╔══

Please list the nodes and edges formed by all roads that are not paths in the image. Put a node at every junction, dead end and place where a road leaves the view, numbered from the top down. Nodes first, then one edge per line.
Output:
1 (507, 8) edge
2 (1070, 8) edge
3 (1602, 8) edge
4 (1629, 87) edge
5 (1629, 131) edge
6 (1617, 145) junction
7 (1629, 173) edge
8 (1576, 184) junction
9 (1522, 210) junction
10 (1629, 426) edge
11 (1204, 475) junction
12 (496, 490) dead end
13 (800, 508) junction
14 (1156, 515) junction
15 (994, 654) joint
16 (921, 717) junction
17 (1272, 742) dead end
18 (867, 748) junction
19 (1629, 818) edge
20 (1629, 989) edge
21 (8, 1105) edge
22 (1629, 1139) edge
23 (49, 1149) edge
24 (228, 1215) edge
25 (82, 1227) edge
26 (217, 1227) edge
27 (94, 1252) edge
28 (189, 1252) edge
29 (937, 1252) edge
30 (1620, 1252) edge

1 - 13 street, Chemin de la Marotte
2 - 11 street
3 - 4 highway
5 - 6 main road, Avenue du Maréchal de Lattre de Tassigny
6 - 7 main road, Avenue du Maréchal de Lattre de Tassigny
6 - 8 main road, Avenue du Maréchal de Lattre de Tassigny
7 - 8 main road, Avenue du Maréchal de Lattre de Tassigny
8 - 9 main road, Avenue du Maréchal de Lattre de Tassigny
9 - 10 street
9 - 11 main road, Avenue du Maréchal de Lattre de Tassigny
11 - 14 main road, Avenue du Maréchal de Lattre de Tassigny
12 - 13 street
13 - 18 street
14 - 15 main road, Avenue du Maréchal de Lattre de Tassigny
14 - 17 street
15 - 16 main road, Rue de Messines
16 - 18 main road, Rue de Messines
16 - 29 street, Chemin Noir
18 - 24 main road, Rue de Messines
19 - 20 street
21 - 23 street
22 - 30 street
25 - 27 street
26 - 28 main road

╚══

WORK REQUIRED >> Every line of data must be returned unchanged.

SOLUTION TO THE PROBLEM >>
Please list the nodes and edges formed by all roads that are not paths in the image. Put a node at every junction, dead end and place where a road leaves the view, numbered from the top down. Nodes first, then one edge per line.
Output:
1 (507, 8) edge
2 (1070, 8) edge
3 (1602, 8) edge
4 (1629, 87) edge
5 (1629, 131) edge
6 (1617, 145) junction
7 (1629, 173) edge
8 (1576, 184) junction
9 (1522, 210) junction
10 (1629, 426) edge
11 (1204, 475) junction
12 (496, 490) dead end
13 (800, 508) junction
14 (1156, 515) junction
15 (994, 654) joint
16 (921, 717) junction
17 (1272, 742) dead end
18 (867, 748) junction
19 (1629, 818) edge
20 (1629, 989) edge
21 (8, 1105) edge
22 (1629, 1139) edge
23 (49, 1149) edge
24 (228, 1215) edge
25 (82, 1227) edge
26 (217, 1227) edge
27 (94, 1252) edge
28 (189, 1252) edge
29 (937, 1252) edge
30 (1620, 1252) edge

1 - 13 street, Chemin de la Marotte
2 - 11 street
3 - 4 highway
5 - 6 main road, Avenue du Maréchal de Lattre de Tassigny
6 - 7 main road, Avenue du Maréchal de Lattre de Tassigny
6 - 8 main road, Avenue du Maréchal de Lattre de Tassigny
7 - 8 main road, Avenue du Maréchal de Lattre de Tassigny
8 - 9 main road, Avenue du Maréchal de Lattre de Tassigny
9 - 10 street
9 - 11 main road, Avenue du Maréchal de Lattre de Tassigny
11 - 14 main road, Avenue du Maréchal de Lattre de Tassigny
12 - 13 street
13 - 18 street
14 - 15 main road, Avenue du Maréchal de Lattre de Tassigny
14 - 17 street
15 - 16 main road, Rue de Messines
16 - 18 main road, Rue de Messines
16 - 29 street, Chemin Noir
18 - 24 main road, Rue de Messines
19 - 20 street
21 - 23 street
22 - 30 street
25 - 27 street
26 - 28 main road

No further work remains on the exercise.